Chancellor Kohl, perhaps you have some parting thoughts.

The Chancellor. Mr. President, I would like to thank you very much for your kind words. I thank you primarily for the fact that you have done us the honor to select our countryman to participate in this team. That was a great honor for the Germans and the Europeans, as well.

I would like to congratulate the entire crew on their mission and on the excellent scientific results which they have been able to achieve. This is, in fact, an effort which furthers peace. It has been made possible by the cooperation between Europe and the United States. And we do hope that our future will be similar, that it will be characterized by cooperation between the two sides of the Atlantic.

Herr Merbold, to you and your crewmembers, our best wishes for a happy return. I would like to also tell you that we hope that your scientific results will be impressive. And I hope, for the sake of all of us, that what you will bring back from this mission will indeed contribute to further development of science and technology in the interest and the service of peace and mankind.

And finally—and I think that's probably the most important—I'd like to express my best wishes for all your families. And I hope that Frau Merbold and her children and the wives and children of your team are—our best wishes are with them as well.

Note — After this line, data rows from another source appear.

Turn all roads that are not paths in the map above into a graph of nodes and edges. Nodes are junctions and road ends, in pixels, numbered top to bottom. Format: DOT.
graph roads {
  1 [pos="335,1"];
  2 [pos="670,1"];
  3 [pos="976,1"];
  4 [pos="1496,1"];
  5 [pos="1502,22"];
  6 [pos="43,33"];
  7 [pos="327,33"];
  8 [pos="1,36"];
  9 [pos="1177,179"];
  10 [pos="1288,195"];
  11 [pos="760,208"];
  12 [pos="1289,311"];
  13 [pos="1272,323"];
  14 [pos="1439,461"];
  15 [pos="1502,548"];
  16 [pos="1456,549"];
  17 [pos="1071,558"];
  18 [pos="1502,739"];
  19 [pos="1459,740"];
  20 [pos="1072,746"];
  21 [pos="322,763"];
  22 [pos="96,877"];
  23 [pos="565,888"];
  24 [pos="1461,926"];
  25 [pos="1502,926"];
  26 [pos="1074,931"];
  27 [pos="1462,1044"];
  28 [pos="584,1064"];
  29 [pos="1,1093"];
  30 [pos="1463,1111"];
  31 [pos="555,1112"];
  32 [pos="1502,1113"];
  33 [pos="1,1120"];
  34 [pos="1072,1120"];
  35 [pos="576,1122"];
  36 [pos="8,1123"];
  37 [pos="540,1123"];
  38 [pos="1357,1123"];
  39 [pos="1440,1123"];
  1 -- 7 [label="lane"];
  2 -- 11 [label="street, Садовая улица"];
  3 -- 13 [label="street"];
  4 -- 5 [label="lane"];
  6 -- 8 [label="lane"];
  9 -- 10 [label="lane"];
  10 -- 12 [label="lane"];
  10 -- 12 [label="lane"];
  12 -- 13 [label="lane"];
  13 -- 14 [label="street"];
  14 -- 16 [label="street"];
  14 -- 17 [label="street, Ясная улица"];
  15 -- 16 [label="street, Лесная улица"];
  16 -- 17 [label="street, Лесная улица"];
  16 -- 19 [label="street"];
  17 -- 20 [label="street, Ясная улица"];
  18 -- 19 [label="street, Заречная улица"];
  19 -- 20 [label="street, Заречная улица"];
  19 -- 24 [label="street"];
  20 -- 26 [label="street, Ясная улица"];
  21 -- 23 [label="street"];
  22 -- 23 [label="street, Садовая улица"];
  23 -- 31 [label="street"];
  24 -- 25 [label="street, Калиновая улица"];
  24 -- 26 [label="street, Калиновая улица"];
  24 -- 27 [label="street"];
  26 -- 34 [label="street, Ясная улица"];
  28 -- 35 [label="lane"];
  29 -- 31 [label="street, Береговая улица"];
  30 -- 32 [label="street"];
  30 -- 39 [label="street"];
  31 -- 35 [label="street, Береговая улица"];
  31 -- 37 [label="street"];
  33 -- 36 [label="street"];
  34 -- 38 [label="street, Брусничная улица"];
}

The President. Thank you. And Commander Young—John Young, do you have anything you would like to say?

Commander Young. We certainly appreciate your taking the time to come and visit with us. We've certainly enjoyed talking to you about what we're going to do in space. And we think it'll be of great benefit and great significance. And we're delighted that you and the Chancellor have shown so much interest in the space program.

The President. Well, I thank Chancellor Kohl and you. And thank you, all of our astronauts. God bless you, and Godspeed on your journey home.

Note: The President spoke at 9:47 a.m. from the Oval Office at the White House. The Chancellor spoke in German, and his remarks were translated by an interpreter.

For a statement on the conclusion of the space shuttle mission, see page 1672.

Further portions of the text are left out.